**Task statement**
Would you copy only the lines below, beginning with the one that contains "Digitize the connectivity" and running through the last entry line?

Recorded data
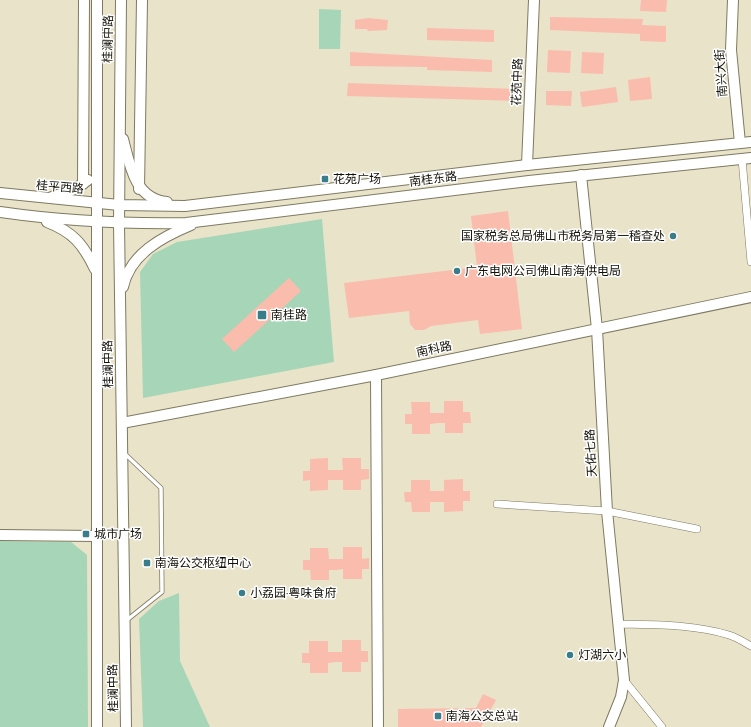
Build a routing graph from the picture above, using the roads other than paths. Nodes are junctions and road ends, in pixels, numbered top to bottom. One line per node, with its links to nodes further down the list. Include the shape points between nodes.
1 (84, 0): 16 (main road)
2 (89, 0): 8 (main road)
3 (97, 0): 8 (main road, 桂澜中路)
4 (121, 0): 9 (main road, 桂澜中路)
5 (142, 0): 17 (main road)
6 (534, 0): 14 (main road, 花苑中路)
7 (734, 0): 11 (main road, 南兴大街, via 731,50)
8 (97, 12): 13 (main road, 桂澜中路)
9 (120, 126): 17 (main road); 21 (main road, 桂澜中路)
10 (751, 142): 11 (main road, 南桂东路)
11 (740, 144): 14 (main road, 南桂东路)
12 (746, 158): 15 (main road, 南桂东路); 28 (street)
13 (97, 159): 16 (main road, via 91,178); 20 (main road, 桂澜中路)
14 (527, 165): 22 (main road, 南桂东路)
15 (581, 175): 26 (main road, 南桂东路); 32 (main road, 天佑七路)
16 (83, 184): 19 (main road)
17 (139, 189): 22 (main road, via 158,202)
18 (0, 193): 19 (main road, 桂平西路)
19 (49, 199): 20 (main road, 桂平西路)
20 (96, 203): 21 (main road, 桂平西路); 25 (main road, 桂澜中路)
21 (119, 205): 22 (main road, 南桂东路); 27 (main road, 桂澜中路)
22 (191, 205)
23 (0, 212): 24 (main road)
24 (36, 217): 25 (main road); 29 (main road, via 61,227 75,237)
25 (96, 222): 27 (main road); 29 (main road, 桂澜中路)
26 (198, 222): 27 (main road, 南桂东路); 31 (main road, via 160,239 137,258 125,276)
27 (119, 223): 31 (main road, 桂澜中路)
28 (751, 262)
29 (96, 271): 40 (main road, 桂澜中路)
30 (751, 297): 32 (main road, 南科路)
31 (120, 303): 34 (main road, 桂澜中路)
32 (597, 329): 33 (main road, 南科路); 37 (main road, 天佑七路)
33 (376, 375): 34 (main road, 南科路); 47 (main road)
34 (122, 424): 35 (main road, 桂澜中路)
35 (122, 451): 41 (main road, 桂澜中路); 41 (lane, via 161,488 162,592)
36 (497, 504): 37 (street)
37 (607, 511): 38 (street); 42 (main road, 天佑七路)
38 (697, 529)
39 (0, 535): 40 (main road)
40 (96, 536): 45 (main road, 桂澜中路)
41 (124, 622): 46 (main road, 桂澜中路)
42 (618, 624): 43 (street, via 702,629 730,635); 44 (main road, 天佑七路)
43 (751, 646)
44 (624, 680): 48 (main road, 天佑七路, via 621,697); 49 (street)
45 (97, 727)
46 (126, 727)
47 (378, 727)
48 (608, 727)
49 (662, 727)

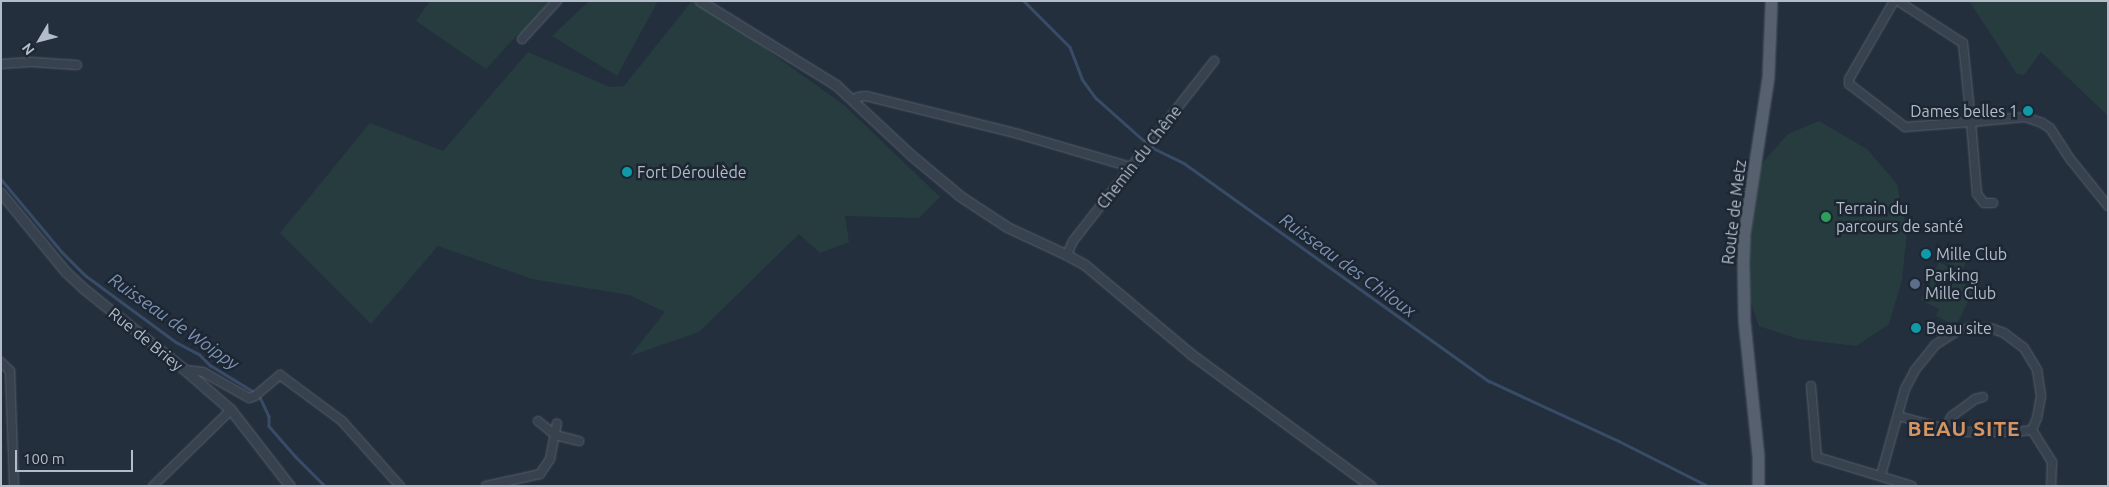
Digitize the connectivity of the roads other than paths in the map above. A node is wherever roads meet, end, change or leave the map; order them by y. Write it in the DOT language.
graph roads {
  1 [pos="557,1"];
  2 [pos="700,1"];
  3 [pos="1771,1"];
  4 [pos="1894,1"];
  5 [pos="1898,1"];
  6 [pos="522,39"];
  7 [pos="1214,62"];
  8 [pos="1,64"];
  9 [pos="77,65"];
  10 [pos="855,100"];
  11 [pos="1971,122"];
  12 [pos="1131,167"];
  13 [pos="1,193"];
  14 [pos="1993,203"];
  15 [pos="2108,206"];
  16 [pos="1067,255"];
  17 [pos="1,362"];
  18 [pos="185,370"];
  19 [pos="1812,386"];
  20 [pos="1983,397"];
  21 [pos="231,410"];
  22 [pos="1898,416"];
  23 [pos="538,421"];
  24 [pos="557,424"];
  25 [pos="1945,428"];
  26 [pos="2032,430"];
  27 [pos="555,435"];
  28 [pos="579,441"];
  29 [pos="1881,475"];
  30 [pos="14,486"];
  31 [pos="153,486"];
  32 [pos="290,486"];
  33 [pos="400,486"];
  34 [pos="486,486"];
  35 [pos="1371,486"];
  36 [pos="1758,486"];
  37 [pos="1912,486"];
  38 [pos="2051,486"];
  1 -- 6 [label="street"];
  2 -- 10 [label="street"];
  3 -- 36 [label="main road, Route de Metz"];
  4 -- 11 [label="street"];
  5 -- 11 [label="street"];
  7 -- 12 [label="street, Chemin du Chêne"];
  8 -- 9 [label="street"];
  10 -- 12 [label="street"];
  10 -- 16 [label="street"];
  11 -- 14 [label="street"];
  11 -- 15 [label="street"];
  12 -- 16 [label="street, Chemin du Chêne"];
  13 -- 18 [label="street, Rue de Briey"];
  16 -- 35 [label="street"];
  17 -- 30 [label="street"];
  18 -- 21 [label="street, Rue de Briey"];
  18 -- 33 [label="street"];
  19 -- 29 [label="street"];
  20 -- 25 [label="street"];
  21 -- 31 [label="street"];
  21 -- 32 [label="street, Rue de Briey"];
  22 -- 25 [label="street"];
  22 -- 26 [label="street"];
  22 -- 29 [label="street"];
  23 -- 27 [label="street"];
  24 -- 27 [label="street"];
  25 -- 26 [label="street"];
  26 -- 38 [label="street"];
  27 -- 28 [label="street"];
  27 -- 34 [label="street"];
  29 -- 37 [label="street"];
}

**Output for this exercise**
Digitize the connectivity of the roads other than paths in the map above. A node is wherever roads meet, end, change or leave the map; order them by y. Write it in the DOT language.
graph roads {
  1 [pos="557,1"];
  2 [pos="700,1"];
  3 [pos="1771,1"];
  4 [pos="1894,1"];
  5 [pos="1898,1"];
  6 [pos="522,39"];
  7 [pos="1214,62"];
  8 [pos="1,64"];
  9 [pos="77,65"];
  10 [pos="855,100"];
  11 [pos="1971,122"];
  12 [pos="1131,167"];
  13 [pos="1,193"];
  14 [pos="1993,203"];
  15 [pos="2108,206"];
  16 [pos="1067,255"];
  17 [pos="1,362"];
  18 [pos="185,370"];
  19 [pos="1812,386"];
  20 [pos="1983,397"];
  21 [pos="231,410"];
  22 [pos="1898,416"];
  23 [pos="538,421"];
  24 [pos="557,424"];
  25 [pos="1945,428"];
  26 [pos="2032,430"];
  27 [pos="555,435"];
  28 [pos="579,441"];
  29 [pos="1881,475"];
  30 [pos="14,486"];
  31 [pos="153,486"];
  32 [pos="290,486"];
  33 [pos="400,486"];
  34 [pos="486,486"];
  35 [pos="1371,486"];
  36 [pos="1758,486"];
  37 [pos="1912,486"];
  38 [pos="2051,486"];
  1 -- 6 [label="street"];
  2 -- 10 [label="street"];
  3 -- 36 [label="main road, Route de Metz"];
  4 -- 11 [label="street"];
  5 -- 11 [label="street"];
  7 -- 12 [label="street, Chemin du Chêne"];
  8 -- 9 [label="street"];
  10 -- 12 [label="street"];
  10 -- 16 [label="street"];
  11 -- 14 [label="street"];
  11 -- 15 [label="street"];
  12 -- 16 [label="street, Chemin du Chêne"];
  13 -- 18 [label="street, Rue de Briey"];
  16 -- 35 [label="street"];
  17 -- 30 [label="street"];
  18 -- 21 [label="street, Rue de Briey"];
  18 -- 33 [label="street"];
  19 -- 29 [label="street"];
  20 -- 25 [label="street"];
  21 -- 31 [label="street"];
  21 -- 32 [label="street, Rue de Briey"];
  22 -- 25 [label="street"];
  22 -- 26 [label="street"];
  22 -- 29 [label="street"];
  23 -- 27 [label="street"];
  24 -- 27 [label="street"];
  25 -- 26 [label="street"];
  26 -- 38 [label="street"];
  27 -- 28 [label="street"];
  27 -- 34 [label="street"];
  29 -- 37 [label="street"];
}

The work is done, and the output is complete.